PROBLEM TO WORK ON: Sift through the material below and return the lines with "place".

INFORMATION SUPPLIED:

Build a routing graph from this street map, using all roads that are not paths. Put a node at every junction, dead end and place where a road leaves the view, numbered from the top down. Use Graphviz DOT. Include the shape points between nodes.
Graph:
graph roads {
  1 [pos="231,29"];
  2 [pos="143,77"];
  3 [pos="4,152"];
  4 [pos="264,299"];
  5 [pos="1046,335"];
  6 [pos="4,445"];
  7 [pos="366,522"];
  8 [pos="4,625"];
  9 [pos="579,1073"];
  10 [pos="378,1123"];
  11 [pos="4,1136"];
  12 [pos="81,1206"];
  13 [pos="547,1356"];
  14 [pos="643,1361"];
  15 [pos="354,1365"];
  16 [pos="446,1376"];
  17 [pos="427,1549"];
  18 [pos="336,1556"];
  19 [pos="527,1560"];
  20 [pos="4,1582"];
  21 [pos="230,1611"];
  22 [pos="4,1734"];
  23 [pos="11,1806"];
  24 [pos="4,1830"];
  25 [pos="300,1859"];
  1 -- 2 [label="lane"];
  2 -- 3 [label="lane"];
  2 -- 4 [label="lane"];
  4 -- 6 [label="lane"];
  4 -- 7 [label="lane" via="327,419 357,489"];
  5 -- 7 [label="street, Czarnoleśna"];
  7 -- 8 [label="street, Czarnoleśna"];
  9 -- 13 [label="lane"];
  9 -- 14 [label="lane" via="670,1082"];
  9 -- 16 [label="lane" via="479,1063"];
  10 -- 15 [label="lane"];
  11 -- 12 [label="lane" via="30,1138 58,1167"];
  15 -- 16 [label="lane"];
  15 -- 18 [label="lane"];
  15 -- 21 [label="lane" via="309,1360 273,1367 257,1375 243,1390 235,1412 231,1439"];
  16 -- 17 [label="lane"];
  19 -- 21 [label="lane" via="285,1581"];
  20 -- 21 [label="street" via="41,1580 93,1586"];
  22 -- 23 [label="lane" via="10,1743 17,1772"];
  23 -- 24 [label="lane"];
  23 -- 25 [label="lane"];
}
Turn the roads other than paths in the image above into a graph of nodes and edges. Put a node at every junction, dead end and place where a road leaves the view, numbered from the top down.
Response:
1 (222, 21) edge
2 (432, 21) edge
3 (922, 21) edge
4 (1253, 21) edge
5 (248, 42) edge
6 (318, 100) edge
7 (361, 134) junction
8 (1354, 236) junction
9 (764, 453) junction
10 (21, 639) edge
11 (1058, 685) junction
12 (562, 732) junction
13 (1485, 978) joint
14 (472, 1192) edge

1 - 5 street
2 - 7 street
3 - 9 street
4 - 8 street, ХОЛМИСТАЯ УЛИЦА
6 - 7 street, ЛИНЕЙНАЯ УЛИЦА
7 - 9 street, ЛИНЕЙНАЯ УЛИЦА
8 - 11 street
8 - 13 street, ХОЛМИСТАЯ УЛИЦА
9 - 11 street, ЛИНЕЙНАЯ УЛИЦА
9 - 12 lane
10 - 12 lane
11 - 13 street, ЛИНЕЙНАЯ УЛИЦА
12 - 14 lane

WRITTEN ANSWER:
Build a routing graph from this street map, using all roads that are not paths. Put a node at every junction, dead end and place where a road leaves the view, numbered from the top down. Use Graphviz DOT. Include the shape points between nodes.
Turn the roads other than paths in the image above into a graph of nodes and edges. Put a node at every junction, dead end and place where a road leaves the view, numbered from the top down.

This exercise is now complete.